→ **Directions**
Search the records for lines that contain the word "САДОВАЯ". Copy them all.
[Input data Boundary: Start]
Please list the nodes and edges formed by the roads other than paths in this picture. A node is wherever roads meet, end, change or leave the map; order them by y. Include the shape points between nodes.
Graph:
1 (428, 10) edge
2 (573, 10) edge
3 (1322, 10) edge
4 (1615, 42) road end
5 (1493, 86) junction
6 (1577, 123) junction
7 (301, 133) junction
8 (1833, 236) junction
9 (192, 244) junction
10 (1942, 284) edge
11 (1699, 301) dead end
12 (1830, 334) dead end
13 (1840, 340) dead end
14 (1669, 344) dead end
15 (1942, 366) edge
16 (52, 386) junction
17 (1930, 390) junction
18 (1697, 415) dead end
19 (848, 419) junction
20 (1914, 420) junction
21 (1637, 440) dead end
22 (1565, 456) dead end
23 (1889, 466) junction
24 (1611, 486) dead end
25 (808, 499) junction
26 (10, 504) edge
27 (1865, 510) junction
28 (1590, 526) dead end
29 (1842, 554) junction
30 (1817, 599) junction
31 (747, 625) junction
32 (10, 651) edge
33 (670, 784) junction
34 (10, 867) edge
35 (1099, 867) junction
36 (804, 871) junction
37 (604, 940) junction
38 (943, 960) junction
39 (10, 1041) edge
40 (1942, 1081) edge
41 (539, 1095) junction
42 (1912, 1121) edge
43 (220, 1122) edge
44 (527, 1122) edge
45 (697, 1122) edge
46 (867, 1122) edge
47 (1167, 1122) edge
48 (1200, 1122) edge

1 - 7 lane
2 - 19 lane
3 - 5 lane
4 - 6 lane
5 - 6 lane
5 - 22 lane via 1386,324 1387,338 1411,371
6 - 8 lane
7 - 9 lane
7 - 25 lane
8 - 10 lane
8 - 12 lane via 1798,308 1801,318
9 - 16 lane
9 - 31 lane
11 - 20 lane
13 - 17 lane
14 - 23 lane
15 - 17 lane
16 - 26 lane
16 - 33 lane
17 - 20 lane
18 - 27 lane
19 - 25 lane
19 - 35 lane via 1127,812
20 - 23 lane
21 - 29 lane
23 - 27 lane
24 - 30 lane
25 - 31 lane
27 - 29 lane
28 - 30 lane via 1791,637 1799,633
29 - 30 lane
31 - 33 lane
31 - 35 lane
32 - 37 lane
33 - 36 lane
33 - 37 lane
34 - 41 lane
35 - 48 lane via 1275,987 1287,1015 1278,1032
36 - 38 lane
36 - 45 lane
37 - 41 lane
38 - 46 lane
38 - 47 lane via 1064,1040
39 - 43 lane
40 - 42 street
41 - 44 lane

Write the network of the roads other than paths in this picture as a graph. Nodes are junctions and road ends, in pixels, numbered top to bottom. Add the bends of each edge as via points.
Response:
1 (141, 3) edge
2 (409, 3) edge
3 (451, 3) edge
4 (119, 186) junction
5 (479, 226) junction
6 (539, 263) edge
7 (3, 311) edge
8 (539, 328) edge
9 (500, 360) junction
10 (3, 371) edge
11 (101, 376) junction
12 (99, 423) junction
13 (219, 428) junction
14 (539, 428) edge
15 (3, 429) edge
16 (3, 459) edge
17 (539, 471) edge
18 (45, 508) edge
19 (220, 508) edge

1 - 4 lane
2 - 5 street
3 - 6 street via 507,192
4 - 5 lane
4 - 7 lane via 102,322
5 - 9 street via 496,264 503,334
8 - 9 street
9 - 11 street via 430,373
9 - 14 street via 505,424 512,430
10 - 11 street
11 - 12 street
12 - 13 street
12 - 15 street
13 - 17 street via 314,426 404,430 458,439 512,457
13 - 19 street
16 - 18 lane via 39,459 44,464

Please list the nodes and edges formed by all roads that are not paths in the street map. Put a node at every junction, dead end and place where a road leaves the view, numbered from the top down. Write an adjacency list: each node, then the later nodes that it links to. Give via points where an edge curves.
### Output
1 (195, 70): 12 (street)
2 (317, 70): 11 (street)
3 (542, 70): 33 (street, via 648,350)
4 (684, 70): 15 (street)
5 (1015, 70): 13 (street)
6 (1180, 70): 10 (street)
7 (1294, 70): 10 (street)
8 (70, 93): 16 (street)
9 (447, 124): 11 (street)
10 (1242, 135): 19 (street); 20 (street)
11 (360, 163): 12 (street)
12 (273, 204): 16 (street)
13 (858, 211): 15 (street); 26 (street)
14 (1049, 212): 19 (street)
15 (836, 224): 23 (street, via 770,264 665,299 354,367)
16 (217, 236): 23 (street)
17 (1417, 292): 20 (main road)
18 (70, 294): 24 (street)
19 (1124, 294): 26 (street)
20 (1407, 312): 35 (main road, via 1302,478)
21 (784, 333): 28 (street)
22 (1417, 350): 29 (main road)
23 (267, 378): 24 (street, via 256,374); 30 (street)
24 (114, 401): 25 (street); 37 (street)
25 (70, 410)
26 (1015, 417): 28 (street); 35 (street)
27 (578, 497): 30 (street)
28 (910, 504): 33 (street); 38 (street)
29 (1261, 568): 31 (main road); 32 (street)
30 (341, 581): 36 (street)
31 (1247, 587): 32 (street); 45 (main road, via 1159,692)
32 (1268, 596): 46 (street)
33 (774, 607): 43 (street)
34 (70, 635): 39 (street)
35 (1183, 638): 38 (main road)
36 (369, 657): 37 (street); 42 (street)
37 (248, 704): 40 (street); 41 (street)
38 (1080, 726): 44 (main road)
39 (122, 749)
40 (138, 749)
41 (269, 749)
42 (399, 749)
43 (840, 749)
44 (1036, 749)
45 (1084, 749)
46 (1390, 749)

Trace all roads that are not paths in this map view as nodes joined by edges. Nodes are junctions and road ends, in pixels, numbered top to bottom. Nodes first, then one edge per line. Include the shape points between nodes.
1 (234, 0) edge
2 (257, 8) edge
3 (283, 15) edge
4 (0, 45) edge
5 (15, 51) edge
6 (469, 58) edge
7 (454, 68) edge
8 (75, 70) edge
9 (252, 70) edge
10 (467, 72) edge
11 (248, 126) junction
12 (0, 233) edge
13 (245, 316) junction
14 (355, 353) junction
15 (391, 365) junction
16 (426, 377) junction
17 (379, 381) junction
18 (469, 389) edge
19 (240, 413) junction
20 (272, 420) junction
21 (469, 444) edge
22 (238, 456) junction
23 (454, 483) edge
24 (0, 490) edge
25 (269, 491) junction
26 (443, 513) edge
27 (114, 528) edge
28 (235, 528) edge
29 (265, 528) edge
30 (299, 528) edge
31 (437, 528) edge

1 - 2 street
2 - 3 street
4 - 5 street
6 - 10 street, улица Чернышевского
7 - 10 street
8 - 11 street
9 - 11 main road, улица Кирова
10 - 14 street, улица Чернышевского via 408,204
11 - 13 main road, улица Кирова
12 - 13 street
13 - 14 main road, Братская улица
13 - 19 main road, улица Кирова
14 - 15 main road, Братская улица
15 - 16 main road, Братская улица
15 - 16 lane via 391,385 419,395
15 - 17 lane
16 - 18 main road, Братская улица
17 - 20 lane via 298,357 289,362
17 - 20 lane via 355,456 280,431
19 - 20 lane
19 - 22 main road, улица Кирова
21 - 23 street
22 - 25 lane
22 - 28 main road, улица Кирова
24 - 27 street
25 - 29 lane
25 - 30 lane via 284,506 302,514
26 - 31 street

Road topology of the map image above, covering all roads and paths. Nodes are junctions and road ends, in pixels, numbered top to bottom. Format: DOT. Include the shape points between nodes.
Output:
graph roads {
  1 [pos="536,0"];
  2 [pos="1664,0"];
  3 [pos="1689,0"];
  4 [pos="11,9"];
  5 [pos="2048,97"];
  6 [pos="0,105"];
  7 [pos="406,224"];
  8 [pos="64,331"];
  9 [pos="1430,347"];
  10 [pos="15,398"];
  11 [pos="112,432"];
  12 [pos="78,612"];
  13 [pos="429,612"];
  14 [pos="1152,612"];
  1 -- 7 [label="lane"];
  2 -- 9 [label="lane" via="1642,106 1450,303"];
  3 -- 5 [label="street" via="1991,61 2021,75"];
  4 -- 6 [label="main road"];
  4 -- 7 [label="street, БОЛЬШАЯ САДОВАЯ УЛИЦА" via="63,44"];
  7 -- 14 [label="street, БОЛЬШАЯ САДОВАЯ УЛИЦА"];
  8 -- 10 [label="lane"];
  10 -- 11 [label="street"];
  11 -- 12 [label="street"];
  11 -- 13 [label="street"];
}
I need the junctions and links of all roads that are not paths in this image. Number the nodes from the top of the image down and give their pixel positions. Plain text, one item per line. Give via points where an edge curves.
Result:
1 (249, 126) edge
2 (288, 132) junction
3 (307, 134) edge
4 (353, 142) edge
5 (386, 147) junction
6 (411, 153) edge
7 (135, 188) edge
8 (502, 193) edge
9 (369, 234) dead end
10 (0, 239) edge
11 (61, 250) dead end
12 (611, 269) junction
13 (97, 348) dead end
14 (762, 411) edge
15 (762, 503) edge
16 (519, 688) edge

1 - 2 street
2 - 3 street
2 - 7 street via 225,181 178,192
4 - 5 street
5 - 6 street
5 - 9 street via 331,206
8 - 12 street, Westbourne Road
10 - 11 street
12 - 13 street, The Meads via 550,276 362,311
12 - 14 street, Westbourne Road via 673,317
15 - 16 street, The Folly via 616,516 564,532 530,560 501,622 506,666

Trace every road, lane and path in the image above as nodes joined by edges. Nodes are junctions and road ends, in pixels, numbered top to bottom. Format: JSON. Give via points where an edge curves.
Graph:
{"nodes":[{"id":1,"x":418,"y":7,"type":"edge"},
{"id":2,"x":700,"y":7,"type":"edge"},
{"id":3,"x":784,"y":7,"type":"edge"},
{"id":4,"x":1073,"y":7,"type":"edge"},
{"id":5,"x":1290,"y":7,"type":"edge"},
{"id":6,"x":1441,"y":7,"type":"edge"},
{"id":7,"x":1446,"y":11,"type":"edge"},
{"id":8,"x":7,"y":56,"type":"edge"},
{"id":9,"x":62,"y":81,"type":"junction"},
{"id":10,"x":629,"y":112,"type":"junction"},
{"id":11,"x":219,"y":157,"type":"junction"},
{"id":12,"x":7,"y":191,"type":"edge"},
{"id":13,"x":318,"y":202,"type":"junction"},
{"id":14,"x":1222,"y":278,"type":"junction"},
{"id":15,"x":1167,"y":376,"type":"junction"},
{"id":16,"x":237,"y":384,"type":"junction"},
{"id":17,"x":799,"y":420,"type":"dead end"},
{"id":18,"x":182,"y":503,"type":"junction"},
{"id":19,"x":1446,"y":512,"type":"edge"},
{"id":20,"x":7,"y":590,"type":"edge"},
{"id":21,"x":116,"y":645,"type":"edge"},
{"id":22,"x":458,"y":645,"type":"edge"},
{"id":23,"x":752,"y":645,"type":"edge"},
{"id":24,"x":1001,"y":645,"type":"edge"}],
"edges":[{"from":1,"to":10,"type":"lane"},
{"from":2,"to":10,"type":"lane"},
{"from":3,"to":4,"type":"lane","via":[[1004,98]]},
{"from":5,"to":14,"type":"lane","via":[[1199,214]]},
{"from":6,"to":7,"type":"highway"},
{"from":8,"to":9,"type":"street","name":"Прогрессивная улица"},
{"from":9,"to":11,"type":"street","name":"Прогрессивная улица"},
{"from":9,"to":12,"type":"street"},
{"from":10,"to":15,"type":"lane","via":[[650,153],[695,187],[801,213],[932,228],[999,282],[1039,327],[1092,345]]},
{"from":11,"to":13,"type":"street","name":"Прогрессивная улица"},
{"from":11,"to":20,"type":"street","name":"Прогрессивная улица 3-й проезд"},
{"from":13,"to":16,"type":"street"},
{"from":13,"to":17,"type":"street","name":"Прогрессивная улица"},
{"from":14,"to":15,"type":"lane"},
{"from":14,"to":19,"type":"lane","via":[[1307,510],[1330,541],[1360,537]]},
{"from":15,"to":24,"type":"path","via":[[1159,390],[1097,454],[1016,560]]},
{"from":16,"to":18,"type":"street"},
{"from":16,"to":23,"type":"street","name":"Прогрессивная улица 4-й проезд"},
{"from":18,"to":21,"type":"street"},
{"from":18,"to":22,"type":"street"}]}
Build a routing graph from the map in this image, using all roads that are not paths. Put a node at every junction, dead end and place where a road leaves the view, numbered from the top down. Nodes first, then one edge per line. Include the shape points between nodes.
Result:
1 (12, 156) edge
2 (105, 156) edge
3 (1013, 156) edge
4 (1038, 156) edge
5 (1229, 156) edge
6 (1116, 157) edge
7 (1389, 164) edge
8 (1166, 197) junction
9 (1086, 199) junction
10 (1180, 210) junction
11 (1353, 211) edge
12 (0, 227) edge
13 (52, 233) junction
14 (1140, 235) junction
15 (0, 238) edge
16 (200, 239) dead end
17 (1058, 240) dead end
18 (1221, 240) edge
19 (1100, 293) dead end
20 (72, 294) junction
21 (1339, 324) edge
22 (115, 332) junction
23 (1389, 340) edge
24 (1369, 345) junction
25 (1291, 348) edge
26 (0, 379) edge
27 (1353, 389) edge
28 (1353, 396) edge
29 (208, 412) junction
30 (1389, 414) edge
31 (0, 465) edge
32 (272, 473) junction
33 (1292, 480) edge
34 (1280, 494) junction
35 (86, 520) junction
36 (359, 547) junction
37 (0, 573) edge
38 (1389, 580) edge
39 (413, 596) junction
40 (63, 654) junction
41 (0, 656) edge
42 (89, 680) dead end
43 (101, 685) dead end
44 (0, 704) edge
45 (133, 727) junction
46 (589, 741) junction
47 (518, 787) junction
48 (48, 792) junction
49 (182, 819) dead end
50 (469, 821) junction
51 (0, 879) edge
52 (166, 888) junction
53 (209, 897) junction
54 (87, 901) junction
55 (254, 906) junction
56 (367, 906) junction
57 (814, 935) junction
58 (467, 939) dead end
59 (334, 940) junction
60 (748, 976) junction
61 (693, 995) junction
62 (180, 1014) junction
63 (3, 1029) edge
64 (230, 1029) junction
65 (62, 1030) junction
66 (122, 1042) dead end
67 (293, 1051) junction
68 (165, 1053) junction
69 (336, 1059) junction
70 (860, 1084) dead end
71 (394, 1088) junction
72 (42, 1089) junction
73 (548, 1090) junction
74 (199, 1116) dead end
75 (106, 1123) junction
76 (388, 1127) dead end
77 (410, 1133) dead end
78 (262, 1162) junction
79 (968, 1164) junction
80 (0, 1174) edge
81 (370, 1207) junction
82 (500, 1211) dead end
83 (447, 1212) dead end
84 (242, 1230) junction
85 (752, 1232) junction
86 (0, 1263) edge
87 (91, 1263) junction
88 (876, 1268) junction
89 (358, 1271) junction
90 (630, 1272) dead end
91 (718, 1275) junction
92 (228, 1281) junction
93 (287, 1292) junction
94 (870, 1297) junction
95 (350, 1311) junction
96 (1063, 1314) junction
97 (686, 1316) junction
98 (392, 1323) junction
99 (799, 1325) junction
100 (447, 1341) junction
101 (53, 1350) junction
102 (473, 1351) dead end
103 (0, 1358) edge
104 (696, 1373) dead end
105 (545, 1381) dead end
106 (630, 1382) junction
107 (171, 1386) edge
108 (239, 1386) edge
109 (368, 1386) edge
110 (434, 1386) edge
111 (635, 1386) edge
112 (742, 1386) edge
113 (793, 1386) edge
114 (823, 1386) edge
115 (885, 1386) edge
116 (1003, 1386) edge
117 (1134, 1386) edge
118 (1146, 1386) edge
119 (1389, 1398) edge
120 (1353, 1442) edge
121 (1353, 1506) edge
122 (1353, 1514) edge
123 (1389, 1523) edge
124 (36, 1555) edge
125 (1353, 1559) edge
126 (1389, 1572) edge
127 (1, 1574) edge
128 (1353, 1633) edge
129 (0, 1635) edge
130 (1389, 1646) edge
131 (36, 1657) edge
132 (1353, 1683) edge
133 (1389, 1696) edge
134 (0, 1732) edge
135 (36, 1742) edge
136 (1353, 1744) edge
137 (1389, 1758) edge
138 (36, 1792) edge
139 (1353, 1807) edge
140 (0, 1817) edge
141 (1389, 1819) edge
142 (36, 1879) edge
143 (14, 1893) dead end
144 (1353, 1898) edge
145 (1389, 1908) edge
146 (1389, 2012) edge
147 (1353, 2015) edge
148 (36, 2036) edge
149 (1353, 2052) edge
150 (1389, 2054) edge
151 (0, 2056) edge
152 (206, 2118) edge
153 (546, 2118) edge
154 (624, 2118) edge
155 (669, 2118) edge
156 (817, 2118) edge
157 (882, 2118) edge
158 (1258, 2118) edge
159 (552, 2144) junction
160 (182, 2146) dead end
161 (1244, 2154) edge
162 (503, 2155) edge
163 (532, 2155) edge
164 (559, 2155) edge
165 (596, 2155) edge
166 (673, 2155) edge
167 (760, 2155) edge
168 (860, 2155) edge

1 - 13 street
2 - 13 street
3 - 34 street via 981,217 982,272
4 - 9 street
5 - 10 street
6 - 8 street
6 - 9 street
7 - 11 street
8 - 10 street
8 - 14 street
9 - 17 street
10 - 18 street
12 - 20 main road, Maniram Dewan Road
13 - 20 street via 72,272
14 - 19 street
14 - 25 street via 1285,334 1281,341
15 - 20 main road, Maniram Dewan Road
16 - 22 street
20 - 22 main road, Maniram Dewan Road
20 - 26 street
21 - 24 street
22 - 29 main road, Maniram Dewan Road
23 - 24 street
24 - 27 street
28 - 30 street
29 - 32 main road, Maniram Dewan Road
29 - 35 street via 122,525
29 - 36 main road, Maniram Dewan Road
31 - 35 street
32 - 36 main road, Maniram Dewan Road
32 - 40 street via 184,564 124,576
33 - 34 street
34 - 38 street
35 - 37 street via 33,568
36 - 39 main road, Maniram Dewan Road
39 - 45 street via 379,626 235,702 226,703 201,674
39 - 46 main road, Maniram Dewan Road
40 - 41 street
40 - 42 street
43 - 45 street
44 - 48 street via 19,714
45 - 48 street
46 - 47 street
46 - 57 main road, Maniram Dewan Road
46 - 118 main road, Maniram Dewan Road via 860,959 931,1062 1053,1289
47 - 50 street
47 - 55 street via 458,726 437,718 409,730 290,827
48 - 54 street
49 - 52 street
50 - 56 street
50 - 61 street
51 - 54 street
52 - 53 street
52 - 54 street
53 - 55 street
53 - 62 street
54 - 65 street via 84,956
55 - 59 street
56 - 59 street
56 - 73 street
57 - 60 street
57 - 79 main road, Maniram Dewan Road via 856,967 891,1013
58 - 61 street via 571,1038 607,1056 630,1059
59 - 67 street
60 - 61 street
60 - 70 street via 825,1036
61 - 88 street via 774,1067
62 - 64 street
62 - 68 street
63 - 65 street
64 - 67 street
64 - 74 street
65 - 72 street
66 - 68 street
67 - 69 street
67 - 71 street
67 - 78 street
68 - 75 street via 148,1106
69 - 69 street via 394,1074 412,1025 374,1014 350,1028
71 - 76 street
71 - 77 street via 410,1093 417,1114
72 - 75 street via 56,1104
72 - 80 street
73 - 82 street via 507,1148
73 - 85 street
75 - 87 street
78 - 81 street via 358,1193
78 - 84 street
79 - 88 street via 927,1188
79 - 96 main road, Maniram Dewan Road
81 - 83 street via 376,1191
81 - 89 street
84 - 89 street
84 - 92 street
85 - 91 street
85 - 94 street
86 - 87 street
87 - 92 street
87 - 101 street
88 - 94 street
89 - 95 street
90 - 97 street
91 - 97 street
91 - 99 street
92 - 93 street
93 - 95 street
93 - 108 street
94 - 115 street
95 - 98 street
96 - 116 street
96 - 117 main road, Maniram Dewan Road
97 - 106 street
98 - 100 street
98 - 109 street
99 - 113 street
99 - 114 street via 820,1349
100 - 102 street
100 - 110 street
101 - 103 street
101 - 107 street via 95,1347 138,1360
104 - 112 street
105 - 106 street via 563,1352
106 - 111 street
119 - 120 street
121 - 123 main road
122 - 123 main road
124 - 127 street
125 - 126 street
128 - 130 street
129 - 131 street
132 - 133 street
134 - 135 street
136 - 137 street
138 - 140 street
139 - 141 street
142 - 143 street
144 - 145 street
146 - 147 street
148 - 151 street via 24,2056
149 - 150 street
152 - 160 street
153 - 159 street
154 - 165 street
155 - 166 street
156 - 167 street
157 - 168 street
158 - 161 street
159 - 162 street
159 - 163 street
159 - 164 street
[Input data Boundary: End]
→ **Task solution**
  4 -- 7 [label="street, БОЛЬШАЯ САДОВАЯ УЛИЦА" via="63,44"];
  7 -- 14 [label="street, БОЛЬШАЯ САДОВАЯ УЛИЦА"];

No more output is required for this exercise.